Goods and passengers passed through it in the early days of steam travel. Now an urgent appeal has been launched to resurrect what is believed to be the world’s oldest railway station.
The derelict Heighington stop in Newton Aycliffe, County Durham, dates back to the early 19th century when it was an important location on the Stockton and Darlington Railway, built by the engineer George Stephenson.
Campaigners hope to raise £500,000 ahead of the 200th anniversary of the line’s construction next year.
Niall Hammond, chair of Friends of the Stockton and Darlington Railway, called the station’s current condition a “blot” and said it was a source of inspiration and education for the next generation.
“It is where Locomotion No 1 was first placed on the tracks, it is where three boys became its first passengers, and it is the world’s first railway station – the cobbles outside it may well be the world’s first railway platform,” he said.
“It should be an object of pride to local people and the businesses around it that their forefathers were involved in something revolutionary that changed the world.”
Phase one of the campaign aims to acquire the site to “prevent it lending an air of dereliction to the 2025 celebrations which, it is believed, will be of global interest”. The second, longer-term aim is to bring it back into economic and community use as an 1825-themed pub or restaurant with accommodation.
The community heritage group hopes that £400,000 can be raised through grant applications. It has launched an online petition and is appealing to members of the public and local companies to help raise the remaining amount. Durham county council plans to build a cycle lane and footpath along the 26-mile route in time for the bi-centenary.

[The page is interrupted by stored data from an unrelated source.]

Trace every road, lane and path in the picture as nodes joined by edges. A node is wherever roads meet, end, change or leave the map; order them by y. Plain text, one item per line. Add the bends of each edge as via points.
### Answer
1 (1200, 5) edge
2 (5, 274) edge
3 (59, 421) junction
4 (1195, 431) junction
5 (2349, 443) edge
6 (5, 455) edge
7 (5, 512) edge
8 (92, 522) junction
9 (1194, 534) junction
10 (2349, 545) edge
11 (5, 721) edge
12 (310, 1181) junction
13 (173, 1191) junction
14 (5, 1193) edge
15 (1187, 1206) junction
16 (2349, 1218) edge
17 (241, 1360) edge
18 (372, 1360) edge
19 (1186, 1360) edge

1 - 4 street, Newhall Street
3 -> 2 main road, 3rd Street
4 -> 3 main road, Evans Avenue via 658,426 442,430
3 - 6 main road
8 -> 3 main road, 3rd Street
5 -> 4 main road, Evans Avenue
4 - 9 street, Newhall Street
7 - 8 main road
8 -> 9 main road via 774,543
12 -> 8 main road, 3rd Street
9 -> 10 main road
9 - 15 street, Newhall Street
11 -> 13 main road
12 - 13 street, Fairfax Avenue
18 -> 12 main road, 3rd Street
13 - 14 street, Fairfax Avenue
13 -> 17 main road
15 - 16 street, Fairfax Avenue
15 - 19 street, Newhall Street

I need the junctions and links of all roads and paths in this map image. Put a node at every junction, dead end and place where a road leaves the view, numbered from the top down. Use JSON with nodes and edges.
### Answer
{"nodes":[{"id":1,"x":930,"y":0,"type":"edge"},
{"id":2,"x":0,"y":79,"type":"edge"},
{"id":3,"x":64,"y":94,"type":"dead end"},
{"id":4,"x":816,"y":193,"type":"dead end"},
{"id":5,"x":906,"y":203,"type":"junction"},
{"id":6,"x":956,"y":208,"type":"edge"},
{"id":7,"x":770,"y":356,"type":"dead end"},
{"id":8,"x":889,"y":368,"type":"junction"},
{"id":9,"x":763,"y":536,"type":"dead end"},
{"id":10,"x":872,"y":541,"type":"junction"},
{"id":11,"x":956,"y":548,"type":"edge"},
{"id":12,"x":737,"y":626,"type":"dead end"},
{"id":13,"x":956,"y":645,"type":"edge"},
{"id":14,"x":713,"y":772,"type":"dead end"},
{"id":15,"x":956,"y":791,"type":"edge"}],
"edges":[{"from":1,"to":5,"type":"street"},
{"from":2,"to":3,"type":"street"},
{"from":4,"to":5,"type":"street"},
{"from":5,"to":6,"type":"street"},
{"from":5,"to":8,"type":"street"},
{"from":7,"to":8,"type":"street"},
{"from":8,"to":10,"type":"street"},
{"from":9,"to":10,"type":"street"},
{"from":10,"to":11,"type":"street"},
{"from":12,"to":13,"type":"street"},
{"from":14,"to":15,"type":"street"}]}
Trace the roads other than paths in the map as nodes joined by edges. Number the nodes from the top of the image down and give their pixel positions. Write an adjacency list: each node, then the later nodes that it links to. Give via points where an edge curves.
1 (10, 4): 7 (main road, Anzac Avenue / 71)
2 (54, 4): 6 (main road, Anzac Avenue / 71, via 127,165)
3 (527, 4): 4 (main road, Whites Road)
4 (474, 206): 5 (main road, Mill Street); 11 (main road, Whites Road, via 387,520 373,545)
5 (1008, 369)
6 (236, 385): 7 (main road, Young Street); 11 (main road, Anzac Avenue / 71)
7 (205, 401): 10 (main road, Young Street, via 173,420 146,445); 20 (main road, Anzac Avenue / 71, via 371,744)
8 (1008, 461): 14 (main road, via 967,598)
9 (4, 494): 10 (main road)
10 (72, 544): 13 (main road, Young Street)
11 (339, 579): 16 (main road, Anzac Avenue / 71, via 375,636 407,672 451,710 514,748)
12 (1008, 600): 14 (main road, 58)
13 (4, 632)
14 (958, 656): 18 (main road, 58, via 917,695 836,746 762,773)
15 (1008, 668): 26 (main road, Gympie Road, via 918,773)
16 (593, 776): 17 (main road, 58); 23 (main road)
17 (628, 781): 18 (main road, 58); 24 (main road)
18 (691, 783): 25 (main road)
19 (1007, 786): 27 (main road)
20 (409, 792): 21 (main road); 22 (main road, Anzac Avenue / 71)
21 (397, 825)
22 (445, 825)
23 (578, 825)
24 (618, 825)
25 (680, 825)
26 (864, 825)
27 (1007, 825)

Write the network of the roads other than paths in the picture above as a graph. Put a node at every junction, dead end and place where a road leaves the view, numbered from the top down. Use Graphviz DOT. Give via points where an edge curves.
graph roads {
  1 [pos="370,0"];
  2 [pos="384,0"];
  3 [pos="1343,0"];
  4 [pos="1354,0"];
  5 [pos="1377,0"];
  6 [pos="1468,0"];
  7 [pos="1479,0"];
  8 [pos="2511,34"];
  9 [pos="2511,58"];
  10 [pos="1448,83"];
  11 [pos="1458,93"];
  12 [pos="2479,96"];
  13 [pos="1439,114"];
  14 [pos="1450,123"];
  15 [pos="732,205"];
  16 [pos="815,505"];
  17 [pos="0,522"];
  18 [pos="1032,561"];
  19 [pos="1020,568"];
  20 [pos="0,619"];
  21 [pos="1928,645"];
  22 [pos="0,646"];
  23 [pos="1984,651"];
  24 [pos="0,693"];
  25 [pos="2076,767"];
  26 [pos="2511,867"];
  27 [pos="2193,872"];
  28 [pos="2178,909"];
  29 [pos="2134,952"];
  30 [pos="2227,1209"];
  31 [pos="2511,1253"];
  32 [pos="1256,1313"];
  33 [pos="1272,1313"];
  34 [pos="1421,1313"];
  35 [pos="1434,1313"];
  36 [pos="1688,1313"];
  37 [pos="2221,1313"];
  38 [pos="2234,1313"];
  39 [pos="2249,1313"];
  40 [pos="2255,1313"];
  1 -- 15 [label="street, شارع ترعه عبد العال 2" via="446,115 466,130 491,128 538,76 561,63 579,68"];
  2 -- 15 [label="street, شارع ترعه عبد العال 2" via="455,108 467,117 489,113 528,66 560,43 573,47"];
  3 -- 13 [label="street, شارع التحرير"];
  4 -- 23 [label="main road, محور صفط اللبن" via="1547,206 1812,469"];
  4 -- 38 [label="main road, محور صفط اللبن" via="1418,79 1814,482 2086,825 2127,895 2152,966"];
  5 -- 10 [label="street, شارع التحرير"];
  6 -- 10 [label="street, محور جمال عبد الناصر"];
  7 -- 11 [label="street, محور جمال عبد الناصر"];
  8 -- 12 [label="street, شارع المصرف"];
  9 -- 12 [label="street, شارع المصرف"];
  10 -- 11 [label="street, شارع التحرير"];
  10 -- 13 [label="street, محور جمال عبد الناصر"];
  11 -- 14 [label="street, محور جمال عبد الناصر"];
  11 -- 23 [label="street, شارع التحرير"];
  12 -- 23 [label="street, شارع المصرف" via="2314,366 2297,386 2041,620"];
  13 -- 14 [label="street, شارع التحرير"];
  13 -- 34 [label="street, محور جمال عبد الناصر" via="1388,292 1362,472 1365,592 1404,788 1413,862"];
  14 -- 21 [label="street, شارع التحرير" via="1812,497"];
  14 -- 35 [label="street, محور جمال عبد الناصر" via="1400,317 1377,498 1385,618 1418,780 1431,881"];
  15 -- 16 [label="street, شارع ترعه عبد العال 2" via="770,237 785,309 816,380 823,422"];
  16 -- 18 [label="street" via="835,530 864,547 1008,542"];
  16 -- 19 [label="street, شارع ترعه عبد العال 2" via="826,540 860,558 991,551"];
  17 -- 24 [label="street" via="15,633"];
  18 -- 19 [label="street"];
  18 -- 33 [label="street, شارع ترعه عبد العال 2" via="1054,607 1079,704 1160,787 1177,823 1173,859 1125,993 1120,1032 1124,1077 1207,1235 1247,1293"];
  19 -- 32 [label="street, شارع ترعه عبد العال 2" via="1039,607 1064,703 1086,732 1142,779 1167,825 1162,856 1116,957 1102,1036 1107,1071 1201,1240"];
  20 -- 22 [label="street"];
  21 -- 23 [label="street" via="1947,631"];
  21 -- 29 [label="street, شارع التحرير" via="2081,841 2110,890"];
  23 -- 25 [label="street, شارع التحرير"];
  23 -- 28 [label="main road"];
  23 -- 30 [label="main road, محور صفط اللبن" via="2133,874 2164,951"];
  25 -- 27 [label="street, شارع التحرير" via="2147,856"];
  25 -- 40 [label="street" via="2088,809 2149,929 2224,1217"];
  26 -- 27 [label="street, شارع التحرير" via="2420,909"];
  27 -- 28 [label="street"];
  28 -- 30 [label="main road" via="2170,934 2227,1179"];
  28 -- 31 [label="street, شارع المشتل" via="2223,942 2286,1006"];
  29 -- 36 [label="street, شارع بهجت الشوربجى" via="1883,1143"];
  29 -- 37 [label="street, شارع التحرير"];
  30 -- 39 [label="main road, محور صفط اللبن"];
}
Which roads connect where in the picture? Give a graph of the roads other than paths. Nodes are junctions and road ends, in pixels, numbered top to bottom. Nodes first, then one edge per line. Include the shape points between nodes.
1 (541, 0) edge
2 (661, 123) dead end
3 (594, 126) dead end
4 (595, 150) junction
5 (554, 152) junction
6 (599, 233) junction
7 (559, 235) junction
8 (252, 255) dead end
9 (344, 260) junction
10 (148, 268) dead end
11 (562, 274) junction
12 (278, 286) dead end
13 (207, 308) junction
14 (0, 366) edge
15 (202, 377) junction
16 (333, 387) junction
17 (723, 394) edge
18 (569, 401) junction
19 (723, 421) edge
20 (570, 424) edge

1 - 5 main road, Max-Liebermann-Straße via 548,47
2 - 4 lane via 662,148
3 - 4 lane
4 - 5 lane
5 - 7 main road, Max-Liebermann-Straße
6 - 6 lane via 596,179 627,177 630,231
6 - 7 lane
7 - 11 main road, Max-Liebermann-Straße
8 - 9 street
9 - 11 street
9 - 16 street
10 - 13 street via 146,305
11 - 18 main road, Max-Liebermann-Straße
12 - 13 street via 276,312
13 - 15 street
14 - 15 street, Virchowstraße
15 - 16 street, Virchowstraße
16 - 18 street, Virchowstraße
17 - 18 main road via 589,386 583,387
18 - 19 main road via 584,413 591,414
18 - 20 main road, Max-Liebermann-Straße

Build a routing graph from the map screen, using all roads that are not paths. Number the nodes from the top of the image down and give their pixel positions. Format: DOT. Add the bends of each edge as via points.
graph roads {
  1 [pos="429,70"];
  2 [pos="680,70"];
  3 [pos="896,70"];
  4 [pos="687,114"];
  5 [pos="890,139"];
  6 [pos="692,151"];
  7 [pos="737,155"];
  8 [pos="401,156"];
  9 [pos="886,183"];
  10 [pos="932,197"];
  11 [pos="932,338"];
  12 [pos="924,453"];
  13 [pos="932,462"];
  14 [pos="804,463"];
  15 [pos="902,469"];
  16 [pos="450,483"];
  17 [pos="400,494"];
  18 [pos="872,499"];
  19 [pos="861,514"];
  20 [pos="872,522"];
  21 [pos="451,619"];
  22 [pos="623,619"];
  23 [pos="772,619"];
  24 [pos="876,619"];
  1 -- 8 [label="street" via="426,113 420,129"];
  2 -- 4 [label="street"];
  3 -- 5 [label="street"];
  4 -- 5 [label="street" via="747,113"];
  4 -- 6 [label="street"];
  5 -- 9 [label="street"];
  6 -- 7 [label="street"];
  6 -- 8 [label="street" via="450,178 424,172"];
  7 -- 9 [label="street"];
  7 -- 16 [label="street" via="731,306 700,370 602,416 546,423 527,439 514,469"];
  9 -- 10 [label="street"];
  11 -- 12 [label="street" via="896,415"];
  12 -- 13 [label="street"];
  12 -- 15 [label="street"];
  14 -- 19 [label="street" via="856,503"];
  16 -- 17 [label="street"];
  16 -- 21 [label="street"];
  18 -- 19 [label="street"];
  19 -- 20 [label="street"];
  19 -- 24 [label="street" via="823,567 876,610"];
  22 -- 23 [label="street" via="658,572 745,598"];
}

Historic England has added Heighington station to its Heritage at Risk Register, listing it as Grade II* building, which places it in the top 8% most important buildings in the country. It is described as an “early proto-railway station designed as a public house and domestic accommodation to oversee a coal depot, but also accommodating passengers; marking it out as possibly the world’s first railway station”.
The Stockton and Darlington railway opened in 1825. Heighington station was one of three buildings commissioned by the railway company in 1826 to handle goods and passengers, and it was first in operation in early 1827 – predating Liverpool Road in Manchester, which is thought to have been the world’s first inter-city terminus, opening in 1830.
The station continued in railway use until the 1970s, when it became dilapidated. It was restored in 1984 and reopened as the Locomotion No 1 inn, but that closed in 2017.
• This article was amended on 28 February 2024 to reinstate the name of the pub mentioned in the final paragraph, which had been inadvertently deleted during the editing process.